Excerpts from a dataset
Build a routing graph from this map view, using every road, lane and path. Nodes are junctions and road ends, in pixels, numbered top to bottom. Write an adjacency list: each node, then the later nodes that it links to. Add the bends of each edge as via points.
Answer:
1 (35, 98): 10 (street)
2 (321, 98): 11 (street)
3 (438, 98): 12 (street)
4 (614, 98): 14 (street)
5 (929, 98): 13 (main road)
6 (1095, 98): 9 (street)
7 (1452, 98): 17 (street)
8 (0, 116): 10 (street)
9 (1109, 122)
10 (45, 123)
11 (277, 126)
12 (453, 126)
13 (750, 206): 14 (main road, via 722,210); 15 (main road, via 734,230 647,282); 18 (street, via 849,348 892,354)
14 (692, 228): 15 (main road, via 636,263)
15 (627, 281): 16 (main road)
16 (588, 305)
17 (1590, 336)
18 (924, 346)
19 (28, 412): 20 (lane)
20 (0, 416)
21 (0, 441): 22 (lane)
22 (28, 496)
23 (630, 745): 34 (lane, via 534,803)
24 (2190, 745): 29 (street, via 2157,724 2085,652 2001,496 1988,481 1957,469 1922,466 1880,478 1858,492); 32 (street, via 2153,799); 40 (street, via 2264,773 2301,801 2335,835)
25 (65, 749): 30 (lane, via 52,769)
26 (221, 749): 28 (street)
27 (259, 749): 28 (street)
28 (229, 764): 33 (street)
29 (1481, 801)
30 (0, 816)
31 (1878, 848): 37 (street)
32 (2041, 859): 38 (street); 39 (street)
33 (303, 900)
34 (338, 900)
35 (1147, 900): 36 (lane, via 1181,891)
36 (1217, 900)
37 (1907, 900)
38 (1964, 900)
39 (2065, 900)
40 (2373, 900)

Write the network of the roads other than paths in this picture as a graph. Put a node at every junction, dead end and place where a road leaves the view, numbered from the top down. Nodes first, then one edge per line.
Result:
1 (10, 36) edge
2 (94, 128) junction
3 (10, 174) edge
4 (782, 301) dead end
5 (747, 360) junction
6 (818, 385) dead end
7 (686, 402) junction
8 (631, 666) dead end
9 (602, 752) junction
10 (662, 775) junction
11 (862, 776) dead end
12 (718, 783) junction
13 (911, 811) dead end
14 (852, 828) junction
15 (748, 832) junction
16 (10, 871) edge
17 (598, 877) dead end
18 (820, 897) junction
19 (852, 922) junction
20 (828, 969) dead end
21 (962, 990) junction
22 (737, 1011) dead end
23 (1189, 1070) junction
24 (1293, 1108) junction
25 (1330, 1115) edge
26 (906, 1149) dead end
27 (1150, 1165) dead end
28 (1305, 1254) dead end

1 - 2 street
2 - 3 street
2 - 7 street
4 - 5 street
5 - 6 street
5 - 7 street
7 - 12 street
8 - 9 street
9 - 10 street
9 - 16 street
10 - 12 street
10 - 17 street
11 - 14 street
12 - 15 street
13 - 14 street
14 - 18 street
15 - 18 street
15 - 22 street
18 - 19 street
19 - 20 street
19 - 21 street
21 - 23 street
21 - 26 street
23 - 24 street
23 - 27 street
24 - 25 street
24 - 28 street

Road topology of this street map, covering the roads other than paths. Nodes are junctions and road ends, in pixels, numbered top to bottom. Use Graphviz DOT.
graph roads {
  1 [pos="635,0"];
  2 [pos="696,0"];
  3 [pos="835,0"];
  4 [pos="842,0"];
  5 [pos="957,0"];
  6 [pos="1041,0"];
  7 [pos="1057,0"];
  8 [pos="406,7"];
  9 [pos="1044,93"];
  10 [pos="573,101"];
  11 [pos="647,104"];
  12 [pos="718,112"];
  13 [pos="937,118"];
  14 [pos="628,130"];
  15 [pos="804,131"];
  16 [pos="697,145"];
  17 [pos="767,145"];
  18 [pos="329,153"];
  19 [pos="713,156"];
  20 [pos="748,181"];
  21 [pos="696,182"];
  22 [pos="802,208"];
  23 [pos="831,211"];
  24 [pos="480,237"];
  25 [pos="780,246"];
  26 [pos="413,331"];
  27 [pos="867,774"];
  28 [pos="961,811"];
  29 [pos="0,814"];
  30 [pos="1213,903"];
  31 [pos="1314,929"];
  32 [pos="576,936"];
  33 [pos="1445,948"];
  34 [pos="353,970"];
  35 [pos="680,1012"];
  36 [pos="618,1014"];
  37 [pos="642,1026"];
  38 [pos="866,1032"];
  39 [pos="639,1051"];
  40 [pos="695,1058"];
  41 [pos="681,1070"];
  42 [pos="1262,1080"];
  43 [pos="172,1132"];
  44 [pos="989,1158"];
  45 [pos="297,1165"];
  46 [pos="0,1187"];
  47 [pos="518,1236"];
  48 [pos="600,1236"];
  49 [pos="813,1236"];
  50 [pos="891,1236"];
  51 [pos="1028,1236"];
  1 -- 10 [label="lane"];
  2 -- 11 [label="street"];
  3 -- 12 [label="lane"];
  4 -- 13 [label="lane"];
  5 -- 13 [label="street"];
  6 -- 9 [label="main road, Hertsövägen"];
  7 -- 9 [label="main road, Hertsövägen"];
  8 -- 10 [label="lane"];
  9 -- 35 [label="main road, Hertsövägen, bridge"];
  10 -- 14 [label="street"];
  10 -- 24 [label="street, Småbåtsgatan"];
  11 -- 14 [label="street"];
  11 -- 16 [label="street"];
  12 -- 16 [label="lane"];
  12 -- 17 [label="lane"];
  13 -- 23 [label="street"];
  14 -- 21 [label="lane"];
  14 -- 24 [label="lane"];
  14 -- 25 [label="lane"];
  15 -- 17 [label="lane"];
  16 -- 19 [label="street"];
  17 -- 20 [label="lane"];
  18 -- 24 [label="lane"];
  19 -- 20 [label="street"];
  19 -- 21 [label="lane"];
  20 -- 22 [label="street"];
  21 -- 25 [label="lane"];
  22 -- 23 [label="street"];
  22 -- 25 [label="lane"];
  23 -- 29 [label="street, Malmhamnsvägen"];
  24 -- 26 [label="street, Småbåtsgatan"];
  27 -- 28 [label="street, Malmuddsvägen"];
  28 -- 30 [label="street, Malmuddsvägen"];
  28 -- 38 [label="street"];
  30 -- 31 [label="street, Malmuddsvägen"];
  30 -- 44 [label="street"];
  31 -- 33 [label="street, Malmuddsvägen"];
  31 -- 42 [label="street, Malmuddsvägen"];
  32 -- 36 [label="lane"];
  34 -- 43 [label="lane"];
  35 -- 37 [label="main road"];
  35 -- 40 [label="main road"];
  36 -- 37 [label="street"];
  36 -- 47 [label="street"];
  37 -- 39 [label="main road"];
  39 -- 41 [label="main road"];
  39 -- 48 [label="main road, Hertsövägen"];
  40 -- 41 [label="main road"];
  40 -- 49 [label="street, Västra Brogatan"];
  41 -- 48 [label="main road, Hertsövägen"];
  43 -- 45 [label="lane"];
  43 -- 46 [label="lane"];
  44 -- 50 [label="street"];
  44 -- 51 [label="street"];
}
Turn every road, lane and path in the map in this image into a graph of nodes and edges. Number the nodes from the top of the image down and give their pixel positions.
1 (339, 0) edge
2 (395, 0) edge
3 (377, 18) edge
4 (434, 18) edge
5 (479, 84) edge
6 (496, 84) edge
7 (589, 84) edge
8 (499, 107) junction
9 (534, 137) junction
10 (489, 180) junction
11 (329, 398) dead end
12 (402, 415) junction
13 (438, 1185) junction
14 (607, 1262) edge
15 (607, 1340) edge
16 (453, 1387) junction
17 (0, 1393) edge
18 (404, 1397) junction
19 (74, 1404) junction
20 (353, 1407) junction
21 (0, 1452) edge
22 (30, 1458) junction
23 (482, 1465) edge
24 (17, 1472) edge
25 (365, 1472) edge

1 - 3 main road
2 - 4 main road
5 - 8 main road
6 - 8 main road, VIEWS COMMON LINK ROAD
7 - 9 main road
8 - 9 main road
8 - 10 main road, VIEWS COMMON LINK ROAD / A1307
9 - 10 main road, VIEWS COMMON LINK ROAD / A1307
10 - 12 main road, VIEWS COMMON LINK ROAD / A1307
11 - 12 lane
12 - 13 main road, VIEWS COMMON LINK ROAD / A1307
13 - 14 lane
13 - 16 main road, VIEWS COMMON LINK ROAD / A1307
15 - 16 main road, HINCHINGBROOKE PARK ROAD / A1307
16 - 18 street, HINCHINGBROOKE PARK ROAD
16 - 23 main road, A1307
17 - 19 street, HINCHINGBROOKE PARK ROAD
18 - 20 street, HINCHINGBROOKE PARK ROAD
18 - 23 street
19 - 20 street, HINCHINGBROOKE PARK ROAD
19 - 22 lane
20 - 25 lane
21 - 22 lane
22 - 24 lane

§ WORK ORDER
Within this data, count the lines that include the string "roads" and write the number with nothing else.

§ SOLUTION
3